La muerte de Fonseca en Nicaragua generó dolor y consternación en sectores latinoamericanos identificados con la izquierda; y el rechazo en quienes no compartían la existencia de dictaduras. También es cierto que para vastos sectores de esas sociedades el hecho pasó inadvertido, o se lo vio como un episodio sin relevancia.
La pregunta a hacerse es: ¿por qué medio siglo después, con la conciencia adquirida en materia de violaciones a los derechos humanos, la ejecución de estos venezolanos opositores al régimen más nefasto que ha conocido Venezuela desde las dictaduras de mediados del siglo pasado, no generó una reacción de repudio al crimen?
Los datos que se fueron conociendo el lunes 15 de enero en tiempo real mediante las redes sociales fueron son elocuentes: se trató de una ejecución planificada por la cúpula de Miraflores luego de recibir el dato sobre la ubicación de los rebeldes. Y la orden impartida fue: liquidarlos. Así se lo hicieron saber a Oscar Pérez en el lugar de los hechos –barrio El Junquillo de Caracas- algunos de los ejecutores en respuesta al planteamiento de rendición hecho por el ex capitán del Cuerpo de Investigaciones Científicas, Penales y Criminalísticas (Cicpc) Oscar Pérez y su gente.
Oscar Pérez lideró un ataque contra el Tribunal Supremo y el Ministerio de Interior y Justicia en junio del año pasado; tomó un batallón de blindados y de municiones y en diciembre tomó un comando de la Guardia Nacional Bolivariana, llevándose armamento.

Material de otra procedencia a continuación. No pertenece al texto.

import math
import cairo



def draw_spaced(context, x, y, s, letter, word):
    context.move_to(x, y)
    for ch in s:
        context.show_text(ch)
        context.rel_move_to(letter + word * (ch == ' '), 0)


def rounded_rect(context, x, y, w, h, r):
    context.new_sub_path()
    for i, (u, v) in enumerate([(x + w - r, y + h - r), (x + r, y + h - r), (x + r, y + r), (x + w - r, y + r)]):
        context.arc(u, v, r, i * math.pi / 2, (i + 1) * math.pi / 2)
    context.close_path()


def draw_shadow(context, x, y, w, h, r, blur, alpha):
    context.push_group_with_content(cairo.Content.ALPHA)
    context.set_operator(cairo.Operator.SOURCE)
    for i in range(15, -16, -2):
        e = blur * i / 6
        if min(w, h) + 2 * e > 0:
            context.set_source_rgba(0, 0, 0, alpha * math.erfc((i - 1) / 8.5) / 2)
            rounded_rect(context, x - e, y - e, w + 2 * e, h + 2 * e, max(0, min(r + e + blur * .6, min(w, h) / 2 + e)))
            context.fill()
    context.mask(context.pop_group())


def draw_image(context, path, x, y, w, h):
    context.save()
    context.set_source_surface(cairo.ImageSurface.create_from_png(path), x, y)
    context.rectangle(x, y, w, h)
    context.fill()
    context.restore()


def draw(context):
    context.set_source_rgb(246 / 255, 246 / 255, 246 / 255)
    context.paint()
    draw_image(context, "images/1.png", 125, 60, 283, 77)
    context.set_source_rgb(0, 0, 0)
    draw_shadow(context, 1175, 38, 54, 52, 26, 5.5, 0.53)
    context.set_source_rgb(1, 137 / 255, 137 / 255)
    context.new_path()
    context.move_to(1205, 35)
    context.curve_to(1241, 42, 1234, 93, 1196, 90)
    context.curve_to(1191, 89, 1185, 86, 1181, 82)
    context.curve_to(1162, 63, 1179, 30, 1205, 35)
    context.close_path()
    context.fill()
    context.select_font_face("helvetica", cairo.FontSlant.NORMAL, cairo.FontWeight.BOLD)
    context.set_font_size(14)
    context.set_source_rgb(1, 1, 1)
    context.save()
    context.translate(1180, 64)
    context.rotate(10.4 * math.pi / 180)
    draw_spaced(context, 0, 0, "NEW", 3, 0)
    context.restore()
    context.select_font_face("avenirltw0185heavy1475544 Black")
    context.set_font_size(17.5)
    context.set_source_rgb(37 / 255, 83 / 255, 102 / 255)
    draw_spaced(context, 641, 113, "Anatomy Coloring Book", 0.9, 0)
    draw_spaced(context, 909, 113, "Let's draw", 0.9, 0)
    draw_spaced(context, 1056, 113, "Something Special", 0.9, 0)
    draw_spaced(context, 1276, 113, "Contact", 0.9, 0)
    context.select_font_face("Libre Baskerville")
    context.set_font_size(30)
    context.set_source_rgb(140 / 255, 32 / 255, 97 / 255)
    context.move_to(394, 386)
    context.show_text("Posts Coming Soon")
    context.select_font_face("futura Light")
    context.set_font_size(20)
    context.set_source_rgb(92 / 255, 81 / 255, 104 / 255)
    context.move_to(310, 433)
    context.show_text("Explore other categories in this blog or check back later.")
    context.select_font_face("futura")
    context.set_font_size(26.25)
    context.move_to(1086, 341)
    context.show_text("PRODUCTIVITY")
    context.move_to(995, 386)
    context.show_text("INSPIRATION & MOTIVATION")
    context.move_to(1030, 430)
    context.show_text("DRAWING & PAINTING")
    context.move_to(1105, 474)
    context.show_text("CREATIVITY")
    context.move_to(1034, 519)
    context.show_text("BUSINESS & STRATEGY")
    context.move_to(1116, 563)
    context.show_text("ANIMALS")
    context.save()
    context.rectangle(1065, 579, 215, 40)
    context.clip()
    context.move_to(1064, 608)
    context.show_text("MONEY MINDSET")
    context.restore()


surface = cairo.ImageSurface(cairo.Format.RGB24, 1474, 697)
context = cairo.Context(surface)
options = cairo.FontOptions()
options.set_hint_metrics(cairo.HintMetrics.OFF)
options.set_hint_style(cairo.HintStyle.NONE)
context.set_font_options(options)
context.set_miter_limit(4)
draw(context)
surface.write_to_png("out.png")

Oscar Pérez nunca mató a nadie como sí lo hicieron, por ejemplo, los sandinistas en lo que entendían su legítima lucha armada contra una dictadura. En esas acciones más de propaganda armada que de guerrilla urbana, Pérez no causó ninguna muerte entre los funcionarios gubernamentales.
La Conferencia Episcopal de Venezuela (CEV) el jueves 18 calificó de “masacre” la muerte de los nueve venezolanos a manos de los militares.
Memoria excluyente. ¿Cuál es la causa de esta frialdad en los otrora solidarios con las luchas anti-dictatoriales de hace décadas similares a las del presente crimen en Venezuela?¿Estará en síntesis como las del ex presidente uruguayo “Pepe” Mujica de que en Venezuela la oposición “buscar caer presa [porque] es una técnica, es la forma de luchar [para] inducir al Gobierno a pasarse de la raya. (…) y estos bobos entran.”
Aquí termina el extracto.